Thursday, March 31, 2011

HERE AND THERE

ACTUAL DATE IS SATURDAY, APRIL 2

***WELL THAT DIDN'T TAKE LONG***

The Red Sox inevitable march to the pennant, took a backward turn yesterday. I guess you can say they haven't won a game all season. This will have to be one of those come-from-behind championships.


***A ROOKIE MISTAKE?***

A Los Angeles writer claims that Dodger manager, Don Mattingly, made a "rookie" mistake in the LA victory yesterday. They won the game, so how bad a mistake could it have been? It turns out, that with a 1-0 Dodger lead in the 6th inning, Don chose to let his pitcher hit with 2 outs and 2 men on. He made an out, of course, but later in the game the Dodgers scored more runs to seal the victory, so why was that a mistake? Managers, especially in the National League, have to make those kind of decisions almost every game. That usually leads to a lot of second-guessing if their decision turns out to be wrong. In this case, they had the lead, it wasn't like they had to score to get back in the game. Mattingly had to make a choice, he made one and it happened to work. No mistake.

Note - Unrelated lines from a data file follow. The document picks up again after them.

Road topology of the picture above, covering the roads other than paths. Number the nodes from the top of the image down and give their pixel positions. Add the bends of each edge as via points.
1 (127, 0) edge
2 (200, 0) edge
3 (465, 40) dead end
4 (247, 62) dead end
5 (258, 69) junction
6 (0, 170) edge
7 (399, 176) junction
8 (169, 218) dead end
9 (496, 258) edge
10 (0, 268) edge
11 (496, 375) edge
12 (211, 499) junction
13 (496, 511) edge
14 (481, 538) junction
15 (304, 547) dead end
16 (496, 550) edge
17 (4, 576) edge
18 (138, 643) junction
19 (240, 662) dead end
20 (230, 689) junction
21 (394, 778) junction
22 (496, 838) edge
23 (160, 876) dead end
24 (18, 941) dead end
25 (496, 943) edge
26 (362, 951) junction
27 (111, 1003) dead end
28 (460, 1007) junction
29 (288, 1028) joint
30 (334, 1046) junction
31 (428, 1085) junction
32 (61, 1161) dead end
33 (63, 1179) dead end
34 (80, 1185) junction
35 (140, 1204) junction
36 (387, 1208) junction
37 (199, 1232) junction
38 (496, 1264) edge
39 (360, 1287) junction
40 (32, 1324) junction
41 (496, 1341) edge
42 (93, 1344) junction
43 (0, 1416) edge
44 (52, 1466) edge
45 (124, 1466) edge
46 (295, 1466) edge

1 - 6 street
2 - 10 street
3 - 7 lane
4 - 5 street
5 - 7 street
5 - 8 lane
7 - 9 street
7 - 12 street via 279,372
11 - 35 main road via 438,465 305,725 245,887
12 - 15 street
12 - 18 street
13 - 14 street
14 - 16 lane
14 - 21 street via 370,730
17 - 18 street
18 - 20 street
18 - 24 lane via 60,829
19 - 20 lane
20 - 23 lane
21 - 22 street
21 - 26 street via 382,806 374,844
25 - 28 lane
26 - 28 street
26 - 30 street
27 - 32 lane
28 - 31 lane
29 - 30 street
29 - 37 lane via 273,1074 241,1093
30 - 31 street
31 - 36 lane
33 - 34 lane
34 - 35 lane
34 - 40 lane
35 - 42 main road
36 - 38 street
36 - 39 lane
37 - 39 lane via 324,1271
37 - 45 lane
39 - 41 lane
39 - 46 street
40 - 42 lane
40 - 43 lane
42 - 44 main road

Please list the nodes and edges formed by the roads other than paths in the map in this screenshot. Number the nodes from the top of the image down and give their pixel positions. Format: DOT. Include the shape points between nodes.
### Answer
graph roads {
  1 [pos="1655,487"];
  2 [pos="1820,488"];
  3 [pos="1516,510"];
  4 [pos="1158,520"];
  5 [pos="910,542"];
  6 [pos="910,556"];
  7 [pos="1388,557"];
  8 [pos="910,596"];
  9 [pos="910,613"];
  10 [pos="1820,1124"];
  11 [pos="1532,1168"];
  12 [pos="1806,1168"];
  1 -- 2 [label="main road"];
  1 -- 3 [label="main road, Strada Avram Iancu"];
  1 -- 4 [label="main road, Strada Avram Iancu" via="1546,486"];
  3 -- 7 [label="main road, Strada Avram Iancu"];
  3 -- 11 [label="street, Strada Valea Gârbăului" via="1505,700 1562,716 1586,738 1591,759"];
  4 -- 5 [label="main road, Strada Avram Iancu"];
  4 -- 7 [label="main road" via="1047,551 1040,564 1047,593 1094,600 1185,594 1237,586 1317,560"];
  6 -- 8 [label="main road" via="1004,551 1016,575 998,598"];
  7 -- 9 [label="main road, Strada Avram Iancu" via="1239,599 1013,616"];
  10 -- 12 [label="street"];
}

***HOW MANY WAYS CAN YOU SAY IT?***

It was interesting to me upon reading all the headlines yesterday, the many ways you can say that a team won or lost.

Rangers batter Red Sox,

...paces Mariners past A's,

Dodgers edge Giants,

D'Backs nip Rockies,

Cubs fall to Pirates,

O's stop Rays,

and my favorite: Jays spank Twins.

For those of you with no sense of style: Marlins win.


***NOT REALLY SPORTS***

Model Orit Fox was bitten on one of her surgically enhanced breasts by a boa constrictor that she was posing with. I think the snake was just trying to hide in silicone valley.


***WHAT THEY SAY***

From RJ Currie: "Matt Stairs made major league history this week by starting the season with the Washington Nationals - his record 13th different ball club. He's been active on more rosters than Alyssa Milano."

From Dwight Perry: "Talk about a perp with a built-in insanity plea. An Orangevale, Calif. man was arrested on suspicion of stealing a car, one with 60 Sacramento Kings tickets inside."

From comedy writer Alan Ray: "The MLB season begins. Take me out to the ball game. Buy me some peanuts and cracker jack. I don’t have enough money for beer and a hot dog."

From Jerry Perisho: "Major League Baseball established a 7-day disabled list for players suffering from concussions. They know that a man who is stammering incoherently and drooling is either suffering from a concussion or is Bud Selig."